#### [WHAT TO WORK ON]
The lines needed are those below that contain the word "Miodowa"; copy each one.

Start of TASK DATA

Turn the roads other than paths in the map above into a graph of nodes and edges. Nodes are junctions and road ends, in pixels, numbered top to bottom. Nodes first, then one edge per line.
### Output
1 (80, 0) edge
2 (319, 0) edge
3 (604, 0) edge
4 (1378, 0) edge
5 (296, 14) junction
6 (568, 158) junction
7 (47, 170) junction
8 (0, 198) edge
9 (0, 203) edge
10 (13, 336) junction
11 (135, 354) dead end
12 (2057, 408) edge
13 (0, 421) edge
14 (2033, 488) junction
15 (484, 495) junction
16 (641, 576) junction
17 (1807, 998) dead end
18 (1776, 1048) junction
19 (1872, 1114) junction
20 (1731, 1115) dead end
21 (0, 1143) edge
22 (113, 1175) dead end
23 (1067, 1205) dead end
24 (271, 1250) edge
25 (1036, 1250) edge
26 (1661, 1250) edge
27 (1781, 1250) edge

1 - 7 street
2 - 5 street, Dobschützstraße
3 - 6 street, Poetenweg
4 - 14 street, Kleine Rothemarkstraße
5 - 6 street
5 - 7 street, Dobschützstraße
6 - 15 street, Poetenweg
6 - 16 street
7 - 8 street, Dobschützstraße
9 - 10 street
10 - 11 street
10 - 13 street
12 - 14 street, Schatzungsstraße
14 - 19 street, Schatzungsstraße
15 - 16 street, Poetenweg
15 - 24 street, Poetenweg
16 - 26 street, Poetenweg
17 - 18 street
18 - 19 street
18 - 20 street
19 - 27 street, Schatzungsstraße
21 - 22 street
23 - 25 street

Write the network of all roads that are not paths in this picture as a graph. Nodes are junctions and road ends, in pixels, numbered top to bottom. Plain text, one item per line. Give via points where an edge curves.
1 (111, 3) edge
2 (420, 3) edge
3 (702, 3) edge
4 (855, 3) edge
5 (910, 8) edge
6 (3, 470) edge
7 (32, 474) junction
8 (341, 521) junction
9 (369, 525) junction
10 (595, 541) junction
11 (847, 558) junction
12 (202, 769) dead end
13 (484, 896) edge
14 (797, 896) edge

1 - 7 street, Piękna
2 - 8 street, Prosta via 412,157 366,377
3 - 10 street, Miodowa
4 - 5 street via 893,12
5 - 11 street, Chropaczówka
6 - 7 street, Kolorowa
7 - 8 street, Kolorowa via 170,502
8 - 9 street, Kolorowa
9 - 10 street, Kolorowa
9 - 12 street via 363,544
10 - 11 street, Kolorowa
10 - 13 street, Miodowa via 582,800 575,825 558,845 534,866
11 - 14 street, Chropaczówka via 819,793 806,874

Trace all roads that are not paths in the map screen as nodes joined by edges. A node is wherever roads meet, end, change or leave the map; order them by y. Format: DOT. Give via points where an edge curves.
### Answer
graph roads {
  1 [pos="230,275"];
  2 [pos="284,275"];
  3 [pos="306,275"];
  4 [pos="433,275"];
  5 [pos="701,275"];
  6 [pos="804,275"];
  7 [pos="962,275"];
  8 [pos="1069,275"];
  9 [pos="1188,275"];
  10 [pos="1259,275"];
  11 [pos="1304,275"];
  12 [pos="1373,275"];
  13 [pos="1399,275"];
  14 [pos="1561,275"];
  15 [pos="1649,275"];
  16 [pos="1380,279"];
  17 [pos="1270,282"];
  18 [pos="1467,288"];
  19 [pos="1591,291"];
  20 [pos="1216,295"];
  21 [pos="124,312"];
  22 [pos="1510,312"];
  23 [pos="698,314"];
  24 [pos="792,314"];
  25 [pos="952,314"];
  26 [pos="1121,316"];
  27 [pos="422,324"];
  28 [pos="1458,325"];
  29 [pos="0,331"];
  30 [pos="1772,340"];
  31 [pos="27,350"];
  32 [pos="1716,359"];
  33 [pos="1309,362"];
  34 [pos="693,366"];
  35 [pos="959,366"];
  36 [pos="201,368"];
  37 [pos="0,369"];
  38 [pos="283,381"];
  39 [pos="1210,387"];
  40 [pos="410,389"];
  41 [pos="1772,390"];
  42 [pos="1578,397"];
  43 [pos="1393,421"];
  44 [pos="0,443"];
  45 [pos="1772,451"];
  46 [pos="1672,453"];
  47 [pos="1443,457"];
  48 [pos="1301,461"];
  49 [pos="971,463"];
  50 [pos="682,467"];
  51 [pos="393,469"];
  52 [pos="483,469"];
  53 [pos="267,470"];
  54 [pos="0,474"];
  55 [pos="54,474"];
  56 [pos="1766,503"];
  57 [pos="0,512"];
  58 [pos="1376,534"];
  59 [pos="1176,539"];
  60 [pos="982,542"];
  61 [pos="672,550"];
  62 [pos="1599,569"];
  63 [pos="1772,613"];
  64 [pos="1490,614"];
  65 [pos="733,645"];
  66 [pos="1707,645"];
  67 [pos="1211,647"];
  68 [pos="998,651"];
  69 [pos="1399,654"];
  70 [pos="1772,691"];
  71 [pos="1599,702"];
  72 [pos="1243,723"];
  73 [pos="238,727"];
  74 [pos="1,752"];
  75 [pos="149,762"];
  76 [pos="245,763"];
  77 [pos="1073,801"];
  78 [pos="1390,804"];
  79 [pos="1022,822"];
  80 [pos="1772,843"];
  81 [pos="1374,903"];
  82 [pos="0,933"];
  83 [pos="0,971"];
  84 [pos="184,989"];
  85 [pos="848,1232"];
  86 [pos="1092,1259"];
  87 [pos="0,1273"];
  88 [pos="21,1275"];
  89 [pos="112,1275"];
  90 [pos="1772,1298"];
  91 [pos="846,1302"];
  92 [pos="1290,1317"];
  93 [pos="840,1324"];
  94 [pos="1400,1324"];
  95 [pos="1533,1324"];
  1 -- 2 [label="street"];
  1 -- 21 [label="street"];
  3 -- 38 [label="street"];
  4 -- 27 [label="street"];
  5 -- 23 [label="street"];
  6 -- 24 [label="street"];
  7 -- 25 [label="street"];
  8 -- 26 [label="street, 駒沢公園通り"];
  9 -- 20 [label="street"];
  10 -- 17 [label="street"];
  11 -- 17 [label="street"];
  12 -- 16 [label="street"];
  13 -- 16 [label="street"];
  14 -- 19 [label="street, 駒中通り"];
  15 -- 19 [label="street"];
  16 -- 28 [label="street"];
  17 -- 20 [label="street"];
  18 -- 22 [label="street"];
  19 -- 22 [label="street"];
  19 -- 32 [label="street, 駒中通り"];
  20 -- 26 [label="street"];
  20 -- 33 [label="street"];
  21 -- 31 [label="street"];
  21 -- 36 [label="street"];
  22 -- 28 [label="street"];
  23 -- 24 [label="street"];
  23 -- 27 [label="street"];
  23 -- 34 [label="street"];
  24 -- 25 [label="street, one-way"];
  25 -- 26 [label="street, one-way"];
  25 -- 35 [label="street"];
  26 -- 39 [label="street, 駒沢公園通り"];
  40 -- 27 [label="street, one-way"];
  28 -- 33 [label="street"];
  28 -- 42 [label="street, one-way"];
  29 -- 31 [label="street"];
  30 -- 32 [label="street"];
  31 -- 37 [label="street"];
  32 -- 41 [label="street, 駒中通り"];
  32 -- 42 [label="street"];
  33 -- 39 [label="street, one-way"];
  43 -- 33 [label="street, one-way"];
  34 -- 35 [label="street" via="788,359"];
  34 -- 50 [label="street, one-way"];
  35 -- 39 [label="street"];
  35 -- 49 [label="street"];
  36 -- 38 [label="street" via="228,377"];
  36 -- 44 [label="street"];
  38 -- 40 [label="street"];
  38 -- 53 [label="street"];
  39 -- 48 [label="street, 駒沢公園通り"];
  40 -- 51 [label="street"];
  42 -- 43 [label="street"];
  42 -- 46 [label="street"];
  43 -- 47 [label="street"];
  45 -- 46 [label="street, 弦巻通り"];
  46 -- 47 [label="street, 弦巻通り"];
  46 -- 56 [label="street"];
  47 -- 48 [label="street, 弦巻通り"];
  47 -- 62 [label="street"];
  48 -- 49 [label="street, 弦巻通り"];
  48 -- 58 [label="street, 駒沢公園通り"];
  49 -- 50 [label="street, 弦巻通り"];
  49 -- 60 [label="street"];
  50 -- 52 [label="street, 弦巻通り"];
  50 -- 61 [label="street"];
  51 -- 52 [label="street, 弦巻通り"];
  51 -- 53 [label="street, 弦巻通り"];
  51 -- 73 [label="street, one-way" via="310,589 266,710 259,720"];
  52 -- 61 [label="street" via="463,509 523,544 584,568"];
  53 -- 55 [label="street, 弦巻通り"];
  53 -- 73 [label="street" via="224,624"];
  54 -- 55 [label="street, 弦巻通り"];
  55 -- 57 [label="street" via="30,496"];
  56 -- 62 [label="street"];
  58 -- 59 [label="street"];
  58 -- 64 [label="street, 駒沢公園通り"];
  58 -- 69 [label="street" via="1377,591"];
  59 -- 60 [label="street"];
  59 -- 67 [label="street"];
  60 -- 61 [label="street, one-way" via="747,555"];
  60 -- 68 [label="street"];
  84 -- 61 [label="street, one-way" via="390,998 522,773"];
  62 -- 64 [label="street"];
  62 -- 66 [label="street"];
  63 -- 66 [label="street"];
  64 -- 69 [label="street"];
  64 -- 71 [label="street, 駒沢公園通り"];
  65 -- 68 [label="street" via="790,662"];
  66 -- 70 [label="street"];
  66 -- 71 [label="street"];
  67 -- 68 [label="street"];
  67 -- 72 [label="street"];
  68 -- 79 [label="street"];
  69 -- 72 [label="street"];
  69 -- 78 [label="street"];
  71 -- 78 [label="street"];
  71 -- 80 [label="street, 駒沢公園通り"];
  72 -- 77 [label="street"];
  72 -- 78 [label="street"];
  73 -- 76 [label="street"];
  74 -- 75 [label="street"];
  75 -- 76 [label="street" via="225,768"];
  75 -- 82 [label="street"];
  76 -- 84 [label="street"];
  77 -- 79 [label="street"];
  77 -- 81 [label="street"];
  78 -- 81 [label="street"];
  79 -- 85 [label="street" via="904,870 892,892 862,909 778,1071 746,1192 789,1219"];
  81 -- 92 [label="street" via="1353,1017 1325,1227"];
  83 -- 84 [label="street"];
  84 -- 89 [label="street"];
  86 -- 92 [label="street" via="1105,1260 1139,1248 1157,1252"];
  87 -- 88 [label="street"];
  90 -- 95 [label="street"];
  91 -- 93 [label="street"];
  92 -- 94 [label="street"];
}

End of TASK DATA

#### [YOUR SOLUTION]
3 - 10 street, Miodowa
10 - 13 street, Miodowa via 582,800 575,825 558,845 534,866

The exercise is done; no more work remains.